Content starts
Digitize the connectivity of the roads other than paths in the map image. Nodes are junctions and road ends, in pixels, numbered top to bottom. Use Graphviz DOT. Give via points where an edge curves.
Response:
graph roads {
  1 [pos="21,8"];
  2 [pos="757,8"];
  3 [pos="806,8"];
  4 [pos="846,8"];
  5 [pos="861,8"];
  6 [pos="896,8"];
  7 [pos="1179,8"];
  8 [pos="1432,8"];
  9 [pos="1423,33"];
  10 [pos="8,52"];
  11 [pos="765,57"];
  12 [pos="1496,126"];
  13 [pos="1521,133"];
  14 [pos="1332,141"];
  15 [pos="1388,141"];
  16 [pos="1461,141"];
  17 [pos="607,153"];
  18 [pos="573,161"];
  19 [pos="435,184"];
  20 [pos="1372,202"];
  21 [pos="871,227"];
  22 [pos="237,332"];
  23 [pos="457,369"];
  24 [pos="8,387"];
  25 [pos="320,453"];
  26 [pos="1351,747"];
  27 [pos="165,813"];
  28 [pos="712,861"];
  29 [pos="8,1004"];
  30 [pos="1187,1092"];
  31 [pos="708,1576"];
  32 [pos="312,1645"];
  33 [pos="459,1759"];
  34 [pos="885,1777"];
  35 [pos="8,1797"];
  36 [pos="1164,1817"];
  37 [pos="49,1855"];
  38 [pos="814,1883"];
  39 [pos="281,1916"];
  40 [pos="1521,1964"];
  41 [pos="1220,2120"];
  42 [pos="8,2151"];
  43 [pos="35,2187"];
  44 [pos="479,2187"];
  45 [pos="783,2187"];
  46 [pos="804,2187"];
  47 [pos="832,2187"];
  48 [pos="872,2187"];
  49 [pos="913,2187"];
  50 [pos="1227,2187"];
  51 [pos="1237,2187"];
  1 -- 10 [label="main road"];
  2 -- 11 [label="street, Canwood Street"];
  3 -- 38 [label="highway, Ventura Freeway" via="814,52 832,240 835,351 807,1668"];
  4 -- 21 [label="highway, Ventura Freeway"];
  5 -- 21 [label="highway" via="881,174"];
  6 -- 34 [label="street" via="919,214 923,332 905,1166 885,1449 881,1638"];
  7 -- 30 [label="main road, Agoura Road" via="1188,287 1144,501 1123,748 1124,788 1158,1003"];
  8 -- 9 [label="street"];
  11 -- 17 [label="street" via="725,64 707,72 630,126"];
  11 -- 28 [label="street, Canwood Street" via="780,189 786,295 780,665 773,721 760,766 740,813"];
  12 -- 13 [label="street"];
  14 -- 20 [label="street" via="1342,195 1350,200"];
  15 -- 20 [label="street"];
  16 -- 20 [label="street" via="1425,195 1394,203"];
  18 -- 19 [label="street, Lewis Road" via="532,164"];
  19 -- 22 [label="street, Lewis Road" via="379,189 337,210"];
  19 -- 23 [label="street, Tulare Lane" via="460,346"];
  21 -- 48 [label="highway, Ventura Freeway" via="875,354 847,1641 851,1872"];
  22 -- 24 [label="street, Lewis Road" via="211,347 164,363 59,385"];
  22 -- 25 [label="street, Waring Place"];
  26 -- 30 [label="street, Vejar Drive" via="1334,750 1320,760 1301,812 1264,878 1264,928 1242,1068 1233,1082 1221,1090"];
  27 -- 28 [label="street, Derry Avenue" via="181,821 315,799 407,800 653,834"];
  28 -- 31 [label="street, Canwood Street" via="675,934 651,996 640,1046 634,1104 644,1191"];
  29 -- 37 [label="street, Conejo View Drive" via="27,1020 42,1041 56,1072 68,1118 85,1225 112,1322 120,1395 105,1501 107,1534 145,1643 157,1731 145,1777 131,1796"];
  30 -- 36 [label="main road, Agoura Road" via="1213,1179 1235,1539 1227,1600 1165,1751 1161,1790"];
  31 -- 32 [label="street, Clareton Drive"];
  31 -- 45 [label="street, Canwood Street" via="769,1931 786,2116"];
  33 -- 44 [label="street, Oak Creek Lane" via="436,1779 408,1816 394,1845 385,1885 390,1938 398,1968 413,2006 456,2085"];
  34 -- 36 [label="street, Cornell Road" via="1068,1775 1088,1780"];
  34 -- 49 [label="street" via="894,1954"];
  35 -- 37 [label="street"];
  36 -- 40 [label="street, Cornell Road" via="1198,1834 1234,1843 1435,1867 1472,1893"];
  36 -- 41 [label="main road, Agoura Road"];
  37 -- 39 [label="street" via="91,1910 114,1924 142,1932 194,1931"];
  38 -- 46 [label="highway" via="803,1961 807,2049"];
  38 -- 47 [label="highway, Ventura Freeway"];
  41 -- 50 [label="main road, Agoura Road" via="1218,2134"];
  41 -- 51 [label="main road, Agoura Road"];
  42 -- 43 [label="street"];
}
Content ends
• DIRECTIONS: What number of lines above include the string "Lewis"? State it and nothing else.

• TASK SOLUTION: 3